**Records from a dataset:**
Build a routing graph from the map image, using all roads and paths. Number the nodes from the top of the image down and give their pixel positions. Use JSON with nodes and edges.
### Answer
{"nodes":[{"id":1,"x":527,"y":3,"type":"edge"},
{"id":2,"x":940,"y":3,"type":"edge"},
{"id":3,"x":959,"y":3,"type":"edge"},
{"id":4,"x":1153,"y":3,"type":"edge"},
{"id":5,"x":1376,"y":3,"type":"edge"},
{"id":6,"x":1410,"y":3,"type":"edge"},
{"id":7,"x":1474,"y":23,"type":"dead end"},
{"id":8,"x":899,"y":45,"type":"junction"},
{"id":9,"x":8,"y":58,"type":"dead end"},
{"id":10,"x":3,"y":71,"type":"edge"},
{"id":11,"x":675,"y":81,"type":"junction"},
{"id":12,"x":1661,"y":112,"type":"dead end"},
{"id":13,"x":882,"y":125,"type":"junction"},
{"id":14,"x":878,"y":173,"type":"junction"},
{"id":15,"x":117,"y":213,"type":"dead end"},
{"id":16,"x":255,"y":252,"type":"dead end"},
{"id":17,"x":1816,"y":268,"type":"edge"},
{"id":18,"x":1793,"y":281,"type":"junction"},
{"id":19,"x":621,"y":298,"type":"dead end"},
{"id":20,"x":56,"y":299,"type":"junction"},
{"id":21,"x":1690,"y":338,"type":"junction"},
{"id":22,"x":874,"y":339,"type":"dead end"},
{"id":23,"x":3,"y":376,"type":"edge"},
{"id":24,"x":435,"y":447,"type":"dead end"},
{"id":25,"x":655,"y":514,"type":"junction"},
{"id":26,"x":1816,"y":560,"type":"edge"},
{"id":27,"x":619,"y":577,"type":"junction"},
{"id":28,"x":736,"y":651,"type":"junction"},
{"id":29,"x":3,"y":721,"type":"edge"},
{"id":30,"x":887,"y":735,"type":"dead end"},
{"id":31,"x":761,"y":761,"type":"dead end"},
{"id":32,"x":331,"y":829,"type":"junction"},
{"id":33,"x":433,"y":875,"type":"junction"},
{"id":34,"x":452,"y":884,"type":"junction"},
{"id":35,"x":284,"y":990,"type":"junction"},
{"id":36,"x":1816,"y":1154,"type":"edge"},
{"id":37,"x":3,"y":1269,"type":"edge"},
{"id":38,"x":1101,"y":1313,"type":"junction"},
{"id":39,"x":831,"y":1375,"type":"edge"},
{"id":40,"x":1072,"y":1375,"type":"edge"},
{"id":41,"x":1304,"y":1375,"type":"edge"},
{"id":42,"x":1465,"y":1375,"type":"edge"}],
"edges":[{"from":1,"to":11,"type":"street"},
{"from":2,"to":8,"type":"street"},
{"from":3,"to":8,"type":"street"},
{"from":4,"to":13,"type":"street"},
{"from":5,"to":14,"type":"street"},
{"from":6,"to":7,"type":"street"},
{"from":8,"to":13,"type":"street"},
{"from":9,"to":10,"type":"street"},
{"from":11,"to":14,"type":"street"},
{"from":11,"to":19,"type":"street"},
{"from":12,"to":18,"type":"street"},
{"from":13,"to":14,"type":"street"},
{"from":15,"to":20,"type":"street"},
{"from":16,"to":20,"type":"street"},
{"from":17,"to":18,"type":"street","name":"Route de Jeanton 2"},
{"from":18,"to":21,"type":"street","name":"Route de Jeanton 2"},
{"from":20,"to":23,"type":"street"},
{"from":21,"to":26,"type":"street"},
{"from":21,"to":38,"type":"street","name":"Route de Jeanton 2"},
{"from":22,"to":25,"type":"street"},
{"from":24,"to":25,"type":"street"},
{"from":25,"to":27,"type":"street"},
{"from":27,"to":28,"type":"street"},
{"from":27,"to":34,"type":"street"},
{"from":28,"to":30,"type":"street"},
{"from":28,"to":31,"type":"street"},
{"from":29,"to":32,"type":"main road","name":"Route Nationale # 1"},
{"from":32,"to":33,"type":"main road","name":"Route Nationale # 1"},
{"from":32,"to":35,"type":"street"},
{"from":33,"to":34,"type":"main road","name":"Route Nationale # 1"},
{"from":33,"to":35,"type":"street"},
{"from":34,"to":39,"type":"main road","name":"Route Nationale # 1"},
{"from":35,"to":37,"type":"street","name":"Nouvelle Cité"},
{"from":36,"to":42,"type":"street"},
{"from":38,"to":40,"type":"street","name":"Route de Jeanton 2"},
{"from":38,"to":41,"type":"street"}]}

**EXERCISE DETAILS:** With no words changed, transcribe the records above.

**ANSWER TO THIS TASK:**
Build a routing graph from the map image, using all roads and paths. Number the nodes from the top of the image down and give their pixel positions. Use JSON with nodes and edges.
### Answer
{"nodes":[{"id":1,"x":527,"y":3,"type":"edge"},
{"id":2,"x":940,"y":3,"type":"edge"},
{"id":3,"x":959,"y":3,"type":"edge"},
{"id":4,"x":1153,"y":3,"type":"edge"},
{"id":5,"x":1376,"y":3,"type":"edge"},
{"id":6,"x":1410,"y":3,"type":"edge"},
{"id":7,"x":1474,"y":23,"type":"dead end"},
{"id":8,"x":899,"y":45,"type":"junction"},
{"id":9,"x":8,"y":58,"type":"dead end"},
{"id":10,"x":3,"y":71,"type":"edge"},
{"id":11,"x":675,"y":81,"type":"junction"},
{"id":12,"x":1661,"y":112,"type":"dead end"},
{"id":13,"x":882,"y":125,"type":"junction"},
{"id":14,"x":878,"y":173,"type":"junction"},
{"id":15,"x":117,"y":213,"type":"dead end"},
{"id":16,"x":255,"y":252,"type":"dead end"},
{"id":17,"x":1816,"y":268,"type":"edge"},
{"id":18,"x":1793,"y":281,"type":"junction"},
{"id":19,"x":621,"y":298,"type":"dead end"},
{"id":20,"x":56,"y":299,"type":"junction"},
{"id":21,"x":1690,"y":338,"type":"junction"},
{"id":22,"x":874,"y":339,"type":"dead end"},
{"id":23,"x":3,"y":376,"type":"edge"},
{"id":24,"x":435,"y":447,"type":"dead end"},
{"id":25,"x":655,"y":514,"type":"junction"},
{"id":26,"x":1816,"y":560,"type":"edge"},
{"id":27,"x":619,"y":577,"type":"junction"},
{"id":28,"x":736,"y":651,"type":"junction"},
{"id":29,"x":3,"y":721,"type":"edge"},
{"id":30,"x":887,"y":735,"type":"dead end"},
{"id":31,"x":761,"y":761,"type":"dead end"},
{"id":32,"x":331,"y":829,"type":"junction"},
{"id":33,"x":433,"y":875,"type":"junction"},
{"id":34,"x":452,"y":884,"type":"junction"},
{"id":35,"x":284,"y":990,"type":"junction"},
{"id":36,"x":1816,"y":1154,"type":"edge"},
{"id":37,"x":3,"y":1269,"type":"edge"},
{"id":38,"x":1101,"y":1313,"type":"junction"},
{"id":39,"x":831,"y":1375,"type":"edge"},
{"id":40,"x":1072,"y":1375,"type":"edge"},
{"id":41,"x":1304,"y":1375,"type":"edge"},
{"id":42,"x":1465,"y":1375,"type":"edge"}],
"edges":[{"from":1,"to":11,"type":"street"},
{"from":2,"to":8,"type":"street"},
{"from":3,"to":8,"type":"street"},
{"from":4,"to":13,"type":"street"},
{"from":5,"to":14,"type":"street"},
{"from":6,"to":7,"type":"street"},
{"from":8,"to":13,"type":"street"},
{"from":9,"to":10,"type":"street"},
{"from":11,"to":14,"type":"street"},
{"from":11,"to":19,"type":"street"},
{"from":12,"to":18,"type":"street"},
{"from":13,"to":14,"type":"street"},
{"from":15,"to":20,"type":"street"},
{"from":16,"to":20,"type":"street"},
{"from":17,"to":18,"type":"street","name":"Route de Jeanton 2"},
{"from":18,"to":21,"type":"street","name":"Route de Jeanton 2"},
{"from":20,"to":23,"type":"street"},
{"from":21,"to":26,"type":"street"},
{"from":21,"to":38,"type":"street","name":"Route de Jeanton 2"},
{"from":22,"to":25,"type":"street"},
{"from":24,"to":25,"type":"street"},
{"from":25,"to":27,"type":"street"},
{"from":27,"to":28,"type":"street"},
{"from":27,"to":34,"type":"street"},
{"from":28,"to":30,"type":"street"},
{"from":28,"to":31,"type":"street"},
{"from":29,"to":32,"type":"main road","name":"Route Nationale # 1"},
{"from":32,"to":33,"type":"main road","name":"Route Nationale # 1"},
{"from":32,"to":35,"type":"street"},
{"from":33,"to":34,"type":"main road","name":"Route Nationale # 1"},
{"from":33,"to":35,"type":"street"},
{"from":34,"to":39,"type":"main road","name":"Route Nationale # 1"},
{"from":35,"to":37,"type":"street","name":"Nouvelle Cité"},
{"from":36,"to":42,"type":"street"},
{"from":38,"to":40,"type":"street","name":"Route de Jeanton 2"},
{"from":38,"to":41,"type":"street"}]}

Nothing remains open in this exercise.